Stored items:
▬▬▬

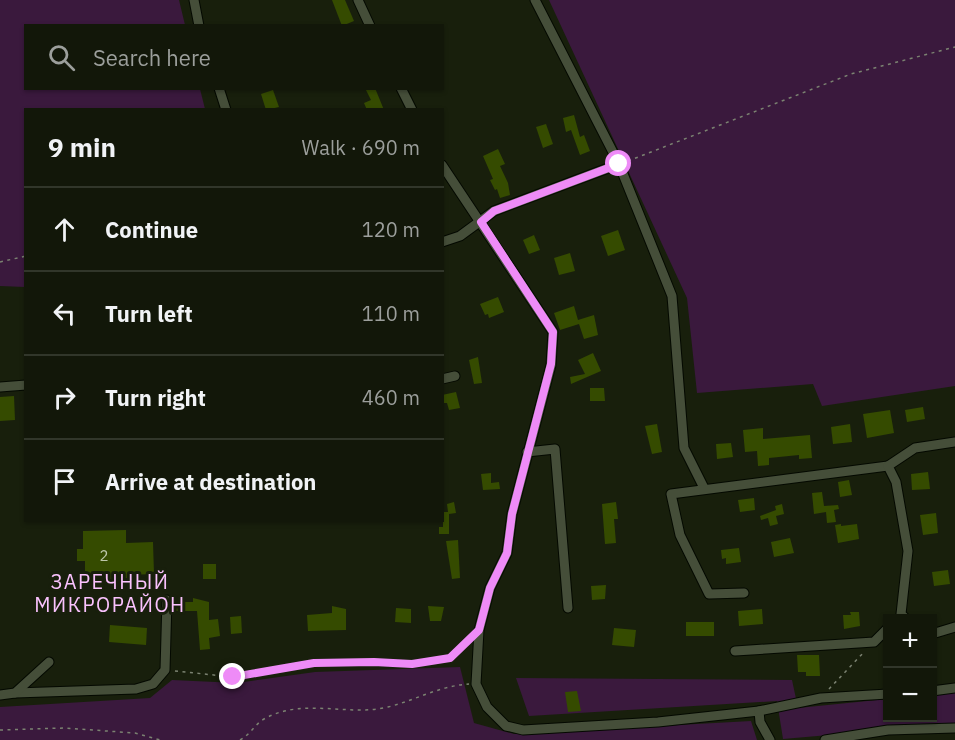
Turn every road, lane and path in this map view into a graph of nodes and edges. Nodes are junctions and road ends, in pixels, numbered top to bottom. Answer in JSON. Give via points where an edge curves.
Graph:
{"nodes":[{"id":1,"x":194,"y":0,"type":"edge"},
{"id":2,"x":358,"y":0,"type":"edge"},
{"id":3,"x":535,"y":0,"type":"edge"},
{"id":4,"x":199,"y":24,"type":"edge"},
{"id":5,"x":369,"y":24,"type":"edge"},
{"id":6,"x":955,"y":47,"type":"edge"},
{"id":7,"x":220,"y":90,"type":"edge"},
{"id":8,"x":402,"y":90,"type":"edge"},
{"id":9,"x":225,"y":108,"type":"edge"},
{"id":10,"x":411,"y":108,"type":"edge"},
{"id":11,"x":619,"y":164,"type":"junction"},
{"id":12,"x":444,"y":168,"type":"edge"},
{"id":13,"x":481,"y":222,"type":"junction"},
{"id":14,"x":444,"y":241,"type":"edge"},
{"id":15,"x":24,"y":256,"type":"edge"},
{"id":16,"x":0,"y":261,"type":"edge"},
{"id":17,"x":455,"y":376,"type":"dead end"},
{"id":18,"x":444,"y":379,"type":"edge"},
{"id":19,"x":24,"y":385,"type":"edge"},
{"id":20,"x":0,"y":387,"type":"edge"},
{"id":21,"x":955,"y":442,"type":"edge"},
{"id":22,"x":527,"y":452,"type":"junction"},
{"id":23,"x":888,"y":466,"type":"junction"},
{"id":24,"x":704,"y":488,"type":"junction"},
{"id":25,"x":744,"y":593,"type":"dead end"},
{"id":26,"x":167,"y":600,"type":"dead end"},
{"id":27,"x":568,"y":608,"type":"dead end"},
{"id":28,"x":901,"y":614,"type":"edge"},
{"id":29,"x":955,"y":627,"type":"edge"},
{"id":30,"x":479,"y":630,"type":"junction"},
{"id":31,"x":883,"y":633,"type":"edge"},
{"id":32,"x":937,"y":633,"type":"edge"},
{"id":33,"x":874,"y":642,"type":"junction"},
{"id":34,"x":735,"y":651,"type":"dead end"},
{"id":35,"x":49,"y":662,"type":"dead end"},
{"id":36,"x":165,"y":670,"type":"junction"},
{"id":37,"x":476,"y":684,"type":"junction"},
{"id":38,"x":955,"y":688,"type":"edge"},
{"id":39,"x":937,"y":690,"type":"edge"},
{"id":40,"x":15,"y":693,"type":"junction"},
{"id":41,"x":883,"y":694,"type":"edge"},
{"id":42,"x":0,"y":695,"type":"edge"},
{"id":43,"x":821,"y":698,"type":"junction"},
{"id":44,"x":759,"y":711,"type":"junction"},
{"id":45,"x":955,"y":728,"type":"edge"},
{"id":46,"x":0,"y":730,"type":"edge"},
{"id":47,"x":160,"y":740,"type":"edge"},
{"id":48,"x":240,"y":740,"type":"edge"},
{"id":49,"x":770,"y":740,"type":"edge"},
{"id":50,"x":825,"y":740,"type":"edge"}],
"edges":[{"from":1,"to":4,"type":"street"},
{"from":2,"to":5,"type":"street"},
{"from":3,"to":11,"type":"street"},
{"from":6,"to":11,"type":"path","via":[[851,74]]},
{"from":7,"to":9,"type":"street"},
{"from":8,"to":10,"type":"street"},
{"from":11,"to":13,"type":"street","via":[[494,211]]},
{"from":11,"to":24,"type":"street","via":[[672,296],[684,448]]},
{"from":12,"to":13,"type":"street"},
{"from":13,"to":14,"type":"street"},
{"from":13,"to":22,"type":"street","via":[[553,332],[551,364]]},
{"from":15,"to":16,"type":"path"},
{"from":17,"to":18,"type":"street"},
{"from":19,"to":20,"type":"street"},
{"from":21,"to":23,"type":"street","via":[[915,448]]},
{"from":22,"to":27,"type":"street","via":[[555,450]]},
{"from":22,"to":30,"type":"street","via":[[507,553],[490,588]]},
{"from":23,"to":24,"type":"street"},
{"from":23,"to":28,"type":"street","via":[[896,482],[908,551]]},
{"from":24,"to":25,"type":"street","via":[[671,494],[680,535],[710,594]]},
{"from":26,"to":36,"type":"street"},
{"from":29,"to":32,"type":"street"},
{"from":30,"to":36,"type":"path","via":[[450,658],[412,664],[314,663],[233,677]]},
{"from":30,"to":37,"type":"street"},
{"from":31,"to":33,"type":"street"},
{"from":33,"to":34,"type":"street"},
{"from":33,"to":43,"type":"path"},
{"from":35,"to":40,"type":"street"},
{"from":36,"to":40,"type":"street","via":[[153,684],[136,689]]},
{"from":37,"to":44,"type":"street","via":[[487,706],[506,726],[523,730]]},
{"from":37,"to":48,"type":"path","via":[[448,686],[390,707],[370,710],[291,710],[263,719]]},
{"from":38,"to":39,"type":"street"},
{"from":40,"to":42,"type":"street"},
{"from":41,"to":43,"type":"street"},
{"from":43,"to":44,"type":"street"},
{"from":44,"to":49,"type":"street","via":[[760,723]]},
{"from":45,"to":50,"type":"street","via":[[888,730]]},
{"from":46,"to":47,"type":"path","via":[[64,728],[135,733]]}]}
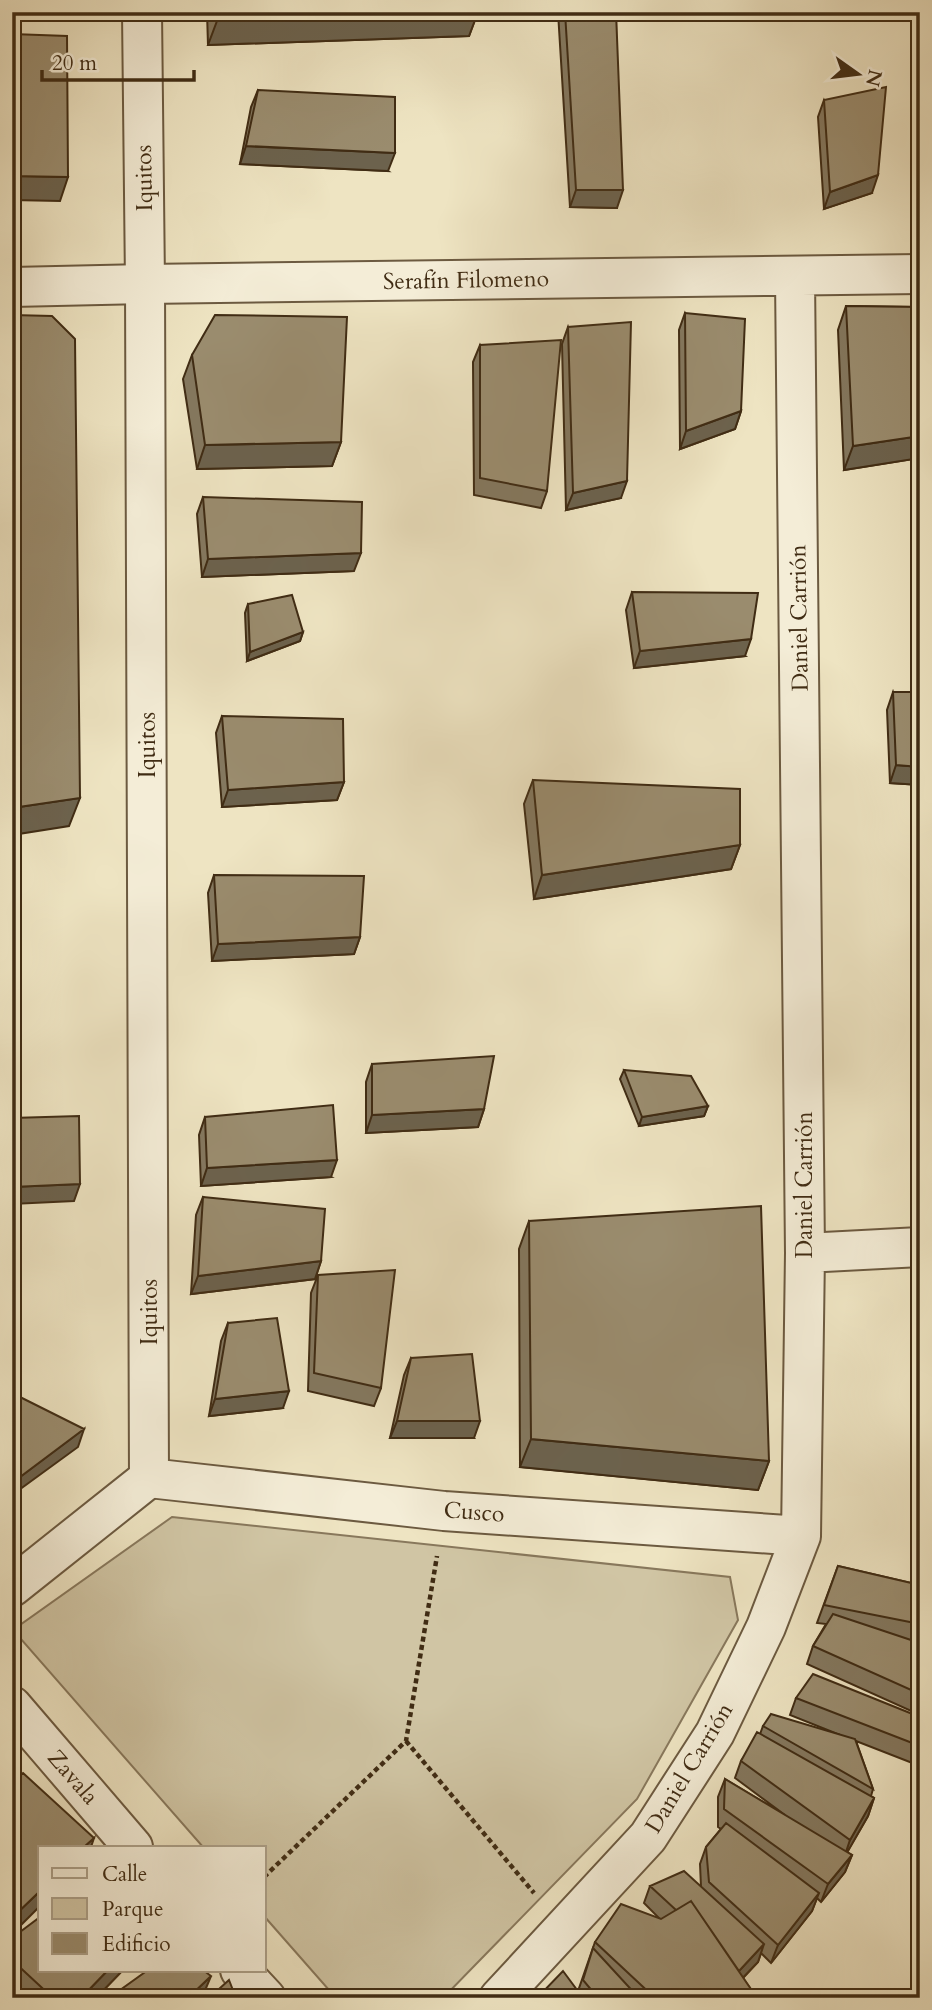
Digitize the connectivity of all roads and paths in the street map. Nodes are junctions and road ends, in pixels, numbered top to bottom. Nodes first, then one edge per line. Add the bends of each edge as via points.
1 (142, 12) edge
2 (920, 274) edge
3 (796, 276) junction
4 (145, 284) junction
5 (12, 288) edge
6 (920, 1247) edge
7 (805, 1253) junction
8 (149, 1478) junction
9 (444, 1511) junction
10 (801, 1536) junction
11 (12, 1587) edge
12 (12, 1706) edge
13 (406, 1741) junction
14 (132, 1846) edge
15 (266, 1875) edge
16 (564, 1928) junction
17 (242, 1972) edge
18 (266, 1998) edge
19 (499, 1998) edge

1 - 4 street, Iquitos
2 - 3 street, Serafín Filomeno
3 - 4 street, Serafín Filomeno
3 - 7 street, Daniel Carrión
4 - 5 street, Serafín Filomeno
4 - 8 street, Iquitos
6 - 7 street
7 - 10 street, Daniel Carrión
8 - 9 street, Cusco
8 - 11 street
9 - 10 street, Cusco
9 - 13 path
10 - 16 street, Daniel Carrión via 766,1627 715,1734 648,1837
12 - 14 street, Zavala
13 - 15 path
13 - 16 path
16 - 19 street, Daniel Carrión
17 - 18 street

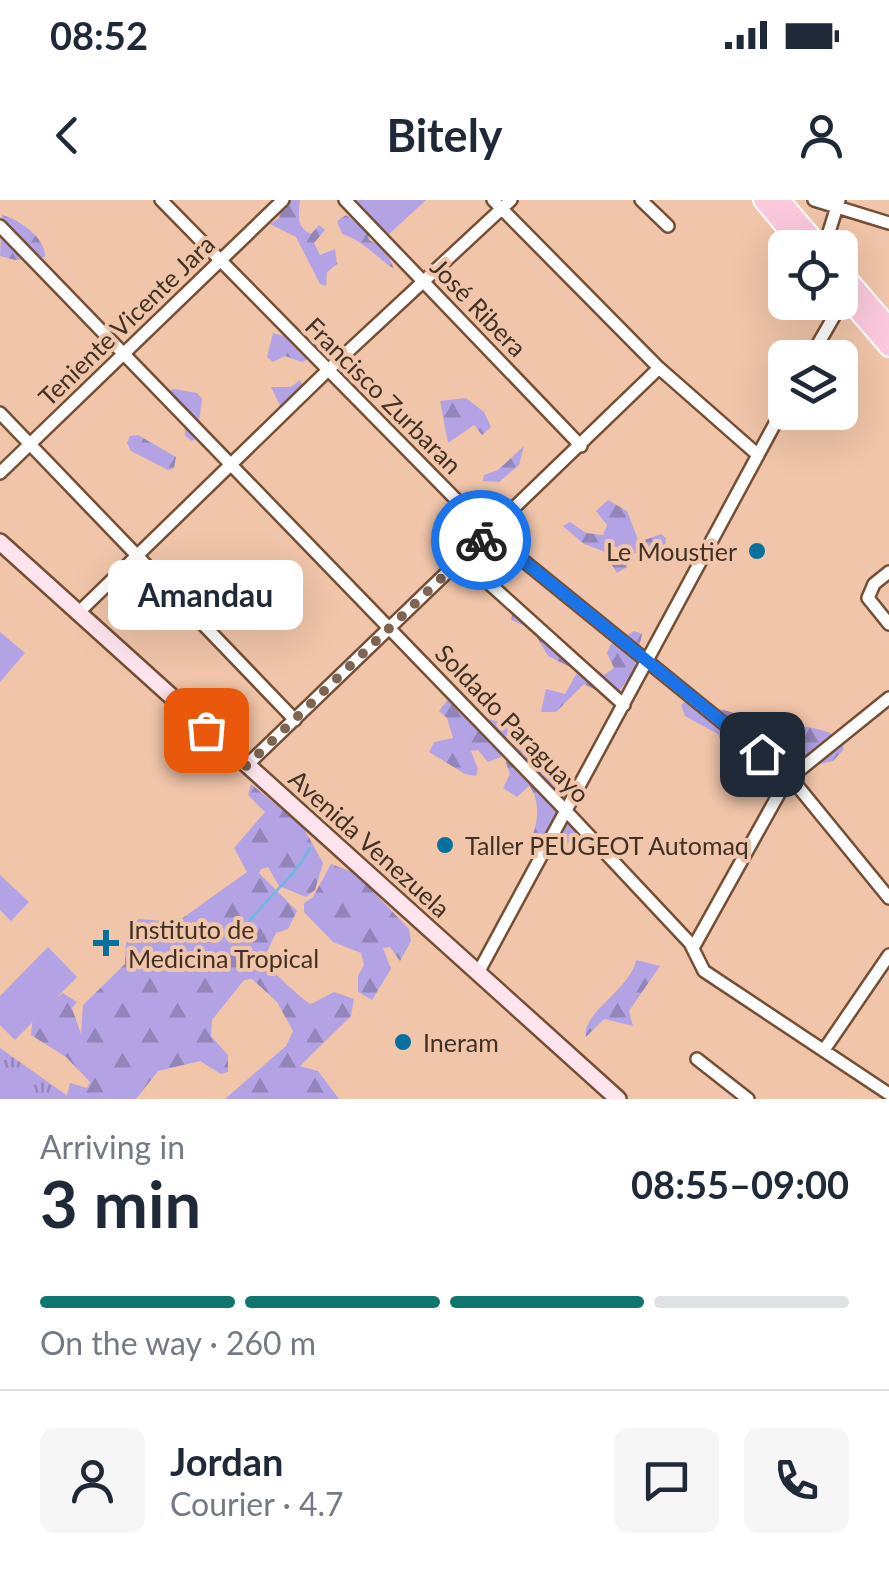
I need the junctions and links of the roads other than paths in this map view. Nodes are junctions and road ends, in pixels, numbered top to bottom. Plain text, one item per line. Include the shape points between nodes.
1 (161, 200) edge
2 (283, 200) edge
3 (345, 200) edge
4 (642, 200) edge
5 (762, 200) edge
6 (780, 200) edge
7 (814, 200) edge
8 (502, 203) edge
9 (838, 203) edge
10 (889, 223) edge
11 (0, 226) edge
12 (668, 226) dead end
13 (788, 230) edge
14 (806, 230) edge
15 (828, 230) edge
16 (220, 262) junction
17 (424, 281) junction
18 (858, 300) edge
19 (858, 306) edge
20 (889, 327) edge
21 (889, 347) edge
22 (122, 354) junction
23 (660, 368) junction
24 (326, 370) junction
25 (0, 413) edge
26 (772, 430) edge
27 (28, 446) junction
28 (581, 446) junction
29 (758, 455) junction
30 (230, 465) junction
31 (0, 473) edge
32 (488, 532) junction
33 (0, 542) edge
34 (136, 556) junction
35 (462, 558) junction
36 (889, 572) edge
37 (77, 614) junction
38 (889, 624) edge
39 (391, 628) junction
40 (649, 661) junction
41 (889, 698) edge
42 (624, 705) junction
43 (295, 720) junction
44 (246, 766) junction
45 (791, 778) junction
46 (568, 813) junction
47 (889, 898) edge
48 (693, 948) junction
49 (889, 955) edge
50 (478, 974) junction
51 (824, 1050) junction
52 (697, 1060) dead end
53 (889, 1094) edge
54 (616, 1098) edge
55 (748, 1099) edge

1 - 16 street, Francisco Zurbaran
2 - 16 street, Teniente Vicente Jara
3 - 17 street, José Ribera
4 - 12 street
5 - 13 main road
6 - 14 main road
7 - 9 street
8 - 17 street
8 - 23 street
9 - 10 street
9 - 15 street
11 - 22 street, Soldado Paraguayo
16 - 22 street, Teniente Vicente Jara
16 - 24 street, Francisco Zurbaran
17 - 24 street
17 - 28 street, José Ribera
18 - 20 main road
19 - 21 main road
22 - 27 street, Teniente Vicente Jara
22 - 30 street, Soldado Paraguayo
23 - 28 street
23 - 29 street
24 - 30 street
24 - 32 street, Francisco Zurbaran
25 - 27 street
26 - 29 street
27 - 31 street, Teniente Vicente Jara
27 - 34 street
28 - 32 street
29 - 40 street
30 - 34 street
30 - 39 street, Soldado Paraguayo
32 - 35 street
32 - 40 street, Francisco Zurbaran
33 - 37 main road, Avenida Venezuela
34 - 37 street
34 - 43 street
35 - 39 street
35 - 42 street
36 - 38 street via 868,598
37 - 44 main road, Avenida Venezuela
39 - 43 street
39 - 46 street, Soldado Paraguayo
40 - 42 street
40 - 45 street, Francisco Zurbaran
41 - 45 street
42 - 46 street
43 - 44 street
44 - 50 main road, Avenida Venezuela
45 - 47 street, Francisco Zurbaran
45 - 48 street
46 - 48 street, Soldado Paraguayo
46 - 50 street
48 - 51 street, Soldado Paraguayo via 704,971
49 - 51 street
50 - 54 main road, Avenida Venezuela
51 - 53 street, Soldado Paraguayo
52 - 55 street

▬▬▬

Select every line of the records holding the string "Vicente".

THE ANSWER:
2 - 16 street, Teniente Vicente Jara
16 - 22 street, Teniente Vicente Jara
22 - 27 street, Teniente Vicente Jara
27 - 31 street, Teniente Vicente Jara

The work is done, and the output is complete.